→ GOAL OF THE EXERCISE:
It is required that the lines from the top of the listing through the line with "Extract the road" be reproduced exactly, excluding pictures.
*-*-*
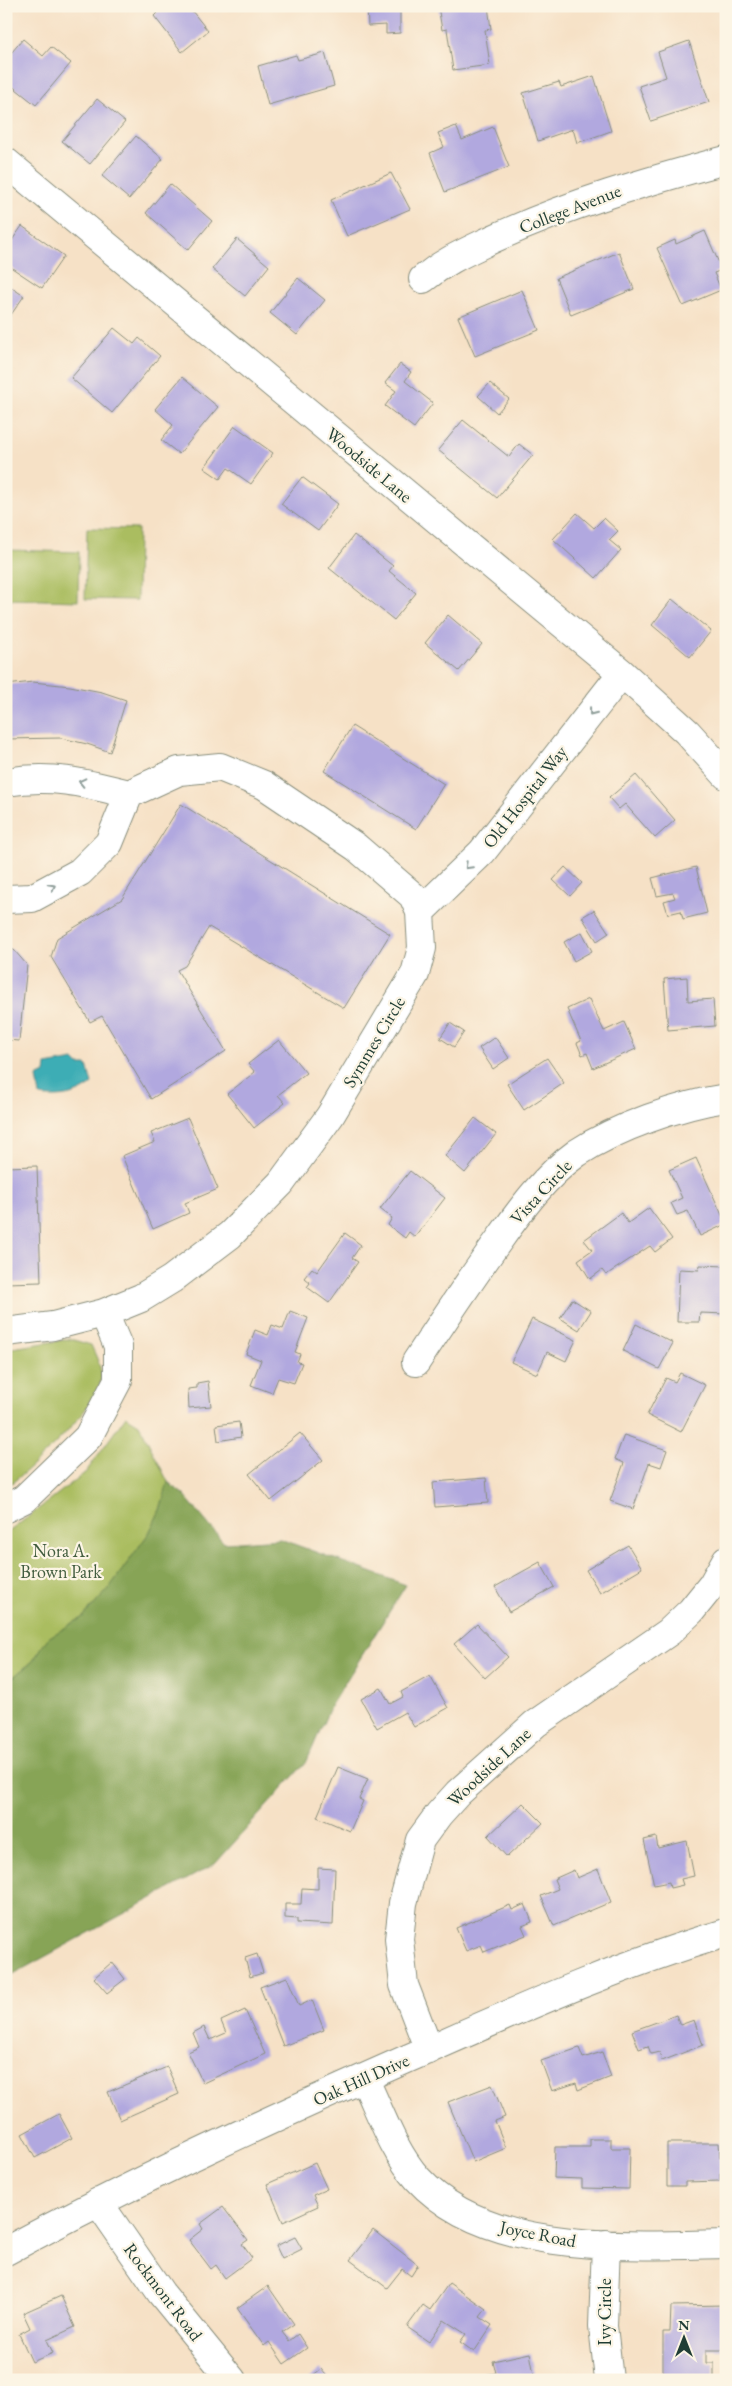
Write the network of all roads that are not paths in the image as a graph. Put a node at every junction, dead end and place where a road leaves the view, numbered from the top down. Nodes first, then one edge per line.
1 (726, 160) edge
2 (6, 162) edge
3 (423, 280) dead end
4 (622, 673) junction
5 (726, 775) edge
6 (6, 782) edge
7 (129, 794) junction
8 (6, 899) edge
9 (420, 912) junction
10 (726, 1098) edge
11 (104, 1313) junction
12 (6, 1332) edge
13 (416, 1362) dead end
14 (6, 1508) edge
15 (726, 1560) edge
16 (726, 1933) edge
17 (428, 2050) junction
18 (364, 2078) junction
19 (98, 2202) junction
20 (606, 2244) junction
21 (726, 2244) edge
22 (6, 2251) edge
23 (232, 2380) edge
24 (609, 2380) edge

1 - 3 street, College Avenue
2 - 4 street, Woodside Lane
4 - 5 street, Woodside Lane
4 -> 9 street, Old Hospital Way
7 -> 6 street
8 -> 7 street
7 - 9 street, Symmes Circle
9 - 11 street, Symmes Circle
10 - 13 street, Vista Circle
11 - 12 street, Symmes Circle
11 - 14 street
15 - 17 street, Woodside Lane
16 - 17 street, Oak Hill Drive
17 - 18 street, Oak Hill Drive
18 - 19 street, Oak Hill Drive
18 - 20 street, Joyce Road
19 - 22 street, Oak Hill Drive
19 - 23 street, Rockmont Road
20 - 21 street, Joyce Road
20 - 24 street, Ivy Circle

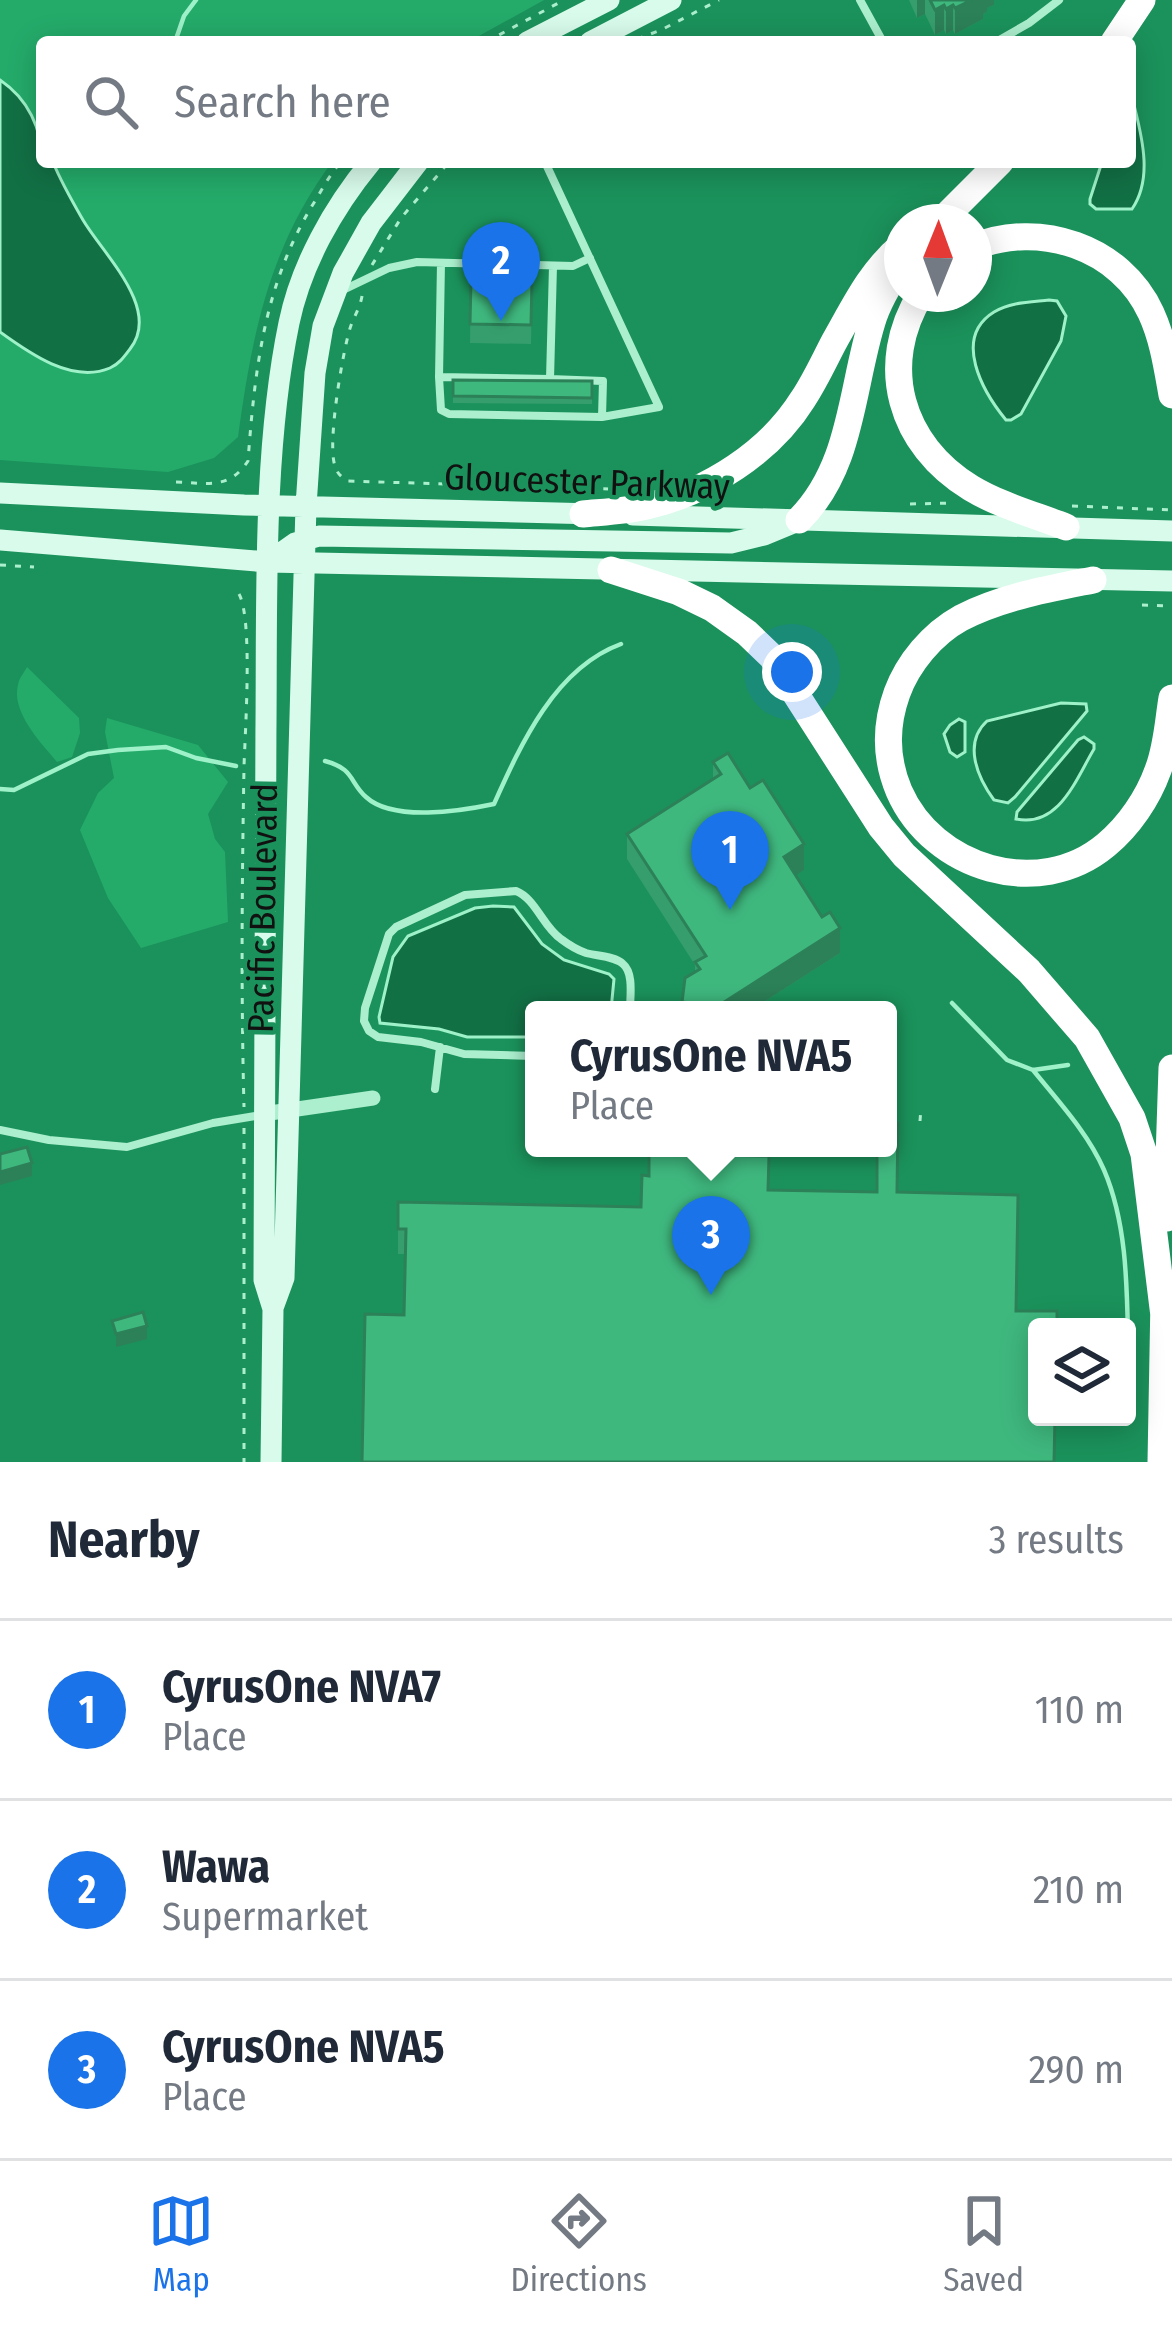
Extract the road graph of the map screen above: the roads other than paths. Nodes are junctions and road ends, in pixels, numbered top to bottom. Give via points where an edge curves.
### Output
1 (609, 0) edge
2 (671, 0) edge
3 (860, 0) edge
4 (1059, 0) edge
5 (1142, 0) edge
6 (539, 36) edge
7 (602, 36) edge
8 (880, 36) edge
9 (1006, 36) edge
10 (1118, 36) edge
11 (366, 168) edge
12 (412, 168) edge
13 (548, 168) edge
14 (994, 168) edge
15 (955, 204) edge
16 (992, 240) edge
17 (590, 258) junction
18 (441, 263) junction
19 (884, 264) edge
20 (553, 266) junction
21 (335, 294) junction
22 (884, 296) edge
23 (910, 312) edge
24 (439, 377) junction
25 (550, 379) junction
26 (1172, 395) edge
27 (602, 417) junction
28 (0, 493) edge
29 (270, 505) junction
30 (306, 506) junction
31 (583, 514) junction
32 (1071, 516) junction
33 (800, 520) junction
34 (1172, 531) edge
35 (0, 540) edge
36 (305, 551) junction
37 (268, 562) junction
38 (611, 570) junction
39 (1093, 580) junction
40 (1172, 581) edge
41 (1172, 698) edge
42 (630, 1001) edge
43 (440, 1047) junction
44 (525, 1056) edge
45 (1172, 1068) edge
46 (435, 1089) dead end
47 (373, 1098) dead end
48 (290, 1110) junction
49 (253, 1116) junction
50 (0, 1130) edge
51 (273, 1309) junction
52 (1164, 1316) junction
53 (271, 1462) edge
54 (1161, 1462) edge

1 - 6 main road
2 - 7 main road
3 - 8 lane
4 - 9 lane
5 - 10 highway
11 - 29 main road, Pacific Boulevard via 308,261 290,321
12 - 21 main road, Pacific Boulevard via 371,223
13 - 17 lane
14 - 15 highway
16 - 26 highway via 1052,238 1108,262 1149,309
17 - 20 lane
17 - 27 lane via 659,407
18 - 20 lane
18 - 21 lane via 389,268
18 - 24 lane
19 - 31 highway via 802,400 735,468 648,506
20 - 25 lane
21 - 30 main road, Pacific Boulevard via 315,373
22 - 33 highway via 833,474
23 - 32 highway via 898,388 912,427 971,488
24 - 25 lane
24 - 27 lane via 441,410 449,414
25 - 27 lane via 603,381
28 - 29 main road, Gloucester Parkway
29 - 30 main road, Gloucester Parkway
29 - 37 main road, Pacific Boulevard
30 - 31 main road, Gloucester Parkway
30 - 36 main road, Pacific Boulevard
31 - 33 main road, Gloucester Parkway
32 - 33 main road, Gloucester Parkway
32 - 34 main road, Gloucester Parkway via 1145,519
33 - 36 main road via 731,543 346,536
35 - 37 main road
36 - 37 main road
36 - 38 main road
36 - 48 main road, Pacific Boulevard
37 - 49 main road, Pacific Boulevard
38 - 39 main road
38 - 52 highway via 712,608 772,657 904,855 1088,1038 1144,1154
39 - 40 main road
39 - 41 highway via 958,620 915,659 888,729 892,770 912,816 942,847 995,871 1076,863 1104,847 1143,802 1164,750
42 - 43 lane via 623,963 564,942 524,893 476,892 389,934 364,1008 378,1037
43 - 44 lane
43 - 46 lane
45 - 52 highway
47 - 48 street
48 - 49 street
48 - 51 main road, Pacific Boulevard via 284,1278
49 - 50 lane via 127,1147
49 - 51 main road, Pacific Boulevard
51 - 53 main road, Pacific Boulevard
52 - 54 highway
*-*-*
→ COMPLETED EXERCISE:
Write the network of all roads that are not paths in the image as a graph. Put a node at every junction, dead end and place where a road leaves the view, numbered from the top down. Nodes first, then one edge per line.
1 (726, 160) edge
2 (6, 162) edge
3 (423, 280) dead end
4 (622, 673) junction
5 (726, 775) edge
6 (6, 782) edge
7 (129, 794) junction
8 (6, 899) edge
9 (420, 912) junction
10 (726, 1098) edge
11 (104, 1313) junction
12 (6, 1332) edge
13 (416, 1362) dead end
14 (6, 1508) edge
15 (726, 1560) edge
16 (726, 1933) edge
17 (428, 2050) junction
18 (364, 2078) junction
19 (98, 2202) junction
20 (606, 2244) junction
21 (726, 2244) edge
22 (6, 2251) edge
23 (232, 2380) edge
24 (609, 2380) edge

1 - 3 street, College Avenue
2 - 4 street, Woodside Lane
4 - 5 street, Woodside Lane
4 -> 9 street, Old Hospital Way
7 -> 6 street
8 -> 7 street
7 - 9 street, Symmes Circle
9 - 11 street, Symmes Circle
10 - 13 street, Vista Circle
11 - 12 street, Symmes Circle
11 - 14 street
15 - 17 street, Woodside Lane
16 - 17 street, Oak Hill Drive
17 - 18 street, Oak Hill Drive
18 - 19 street, Oak Hill Drive
18 - 20 street, Joyce Road
19 - 22 street, Oak Hill Drive
19 - 23 street, Rockmont Road
20 - 21 street, Joyce Road
20 - 24 street, Ivy Circle

Extract the road graph of the map screen above: the roads other than paths. Nodes are junctions and road ends, in pixels, numbered top to bottom. Give via points where an edge curves.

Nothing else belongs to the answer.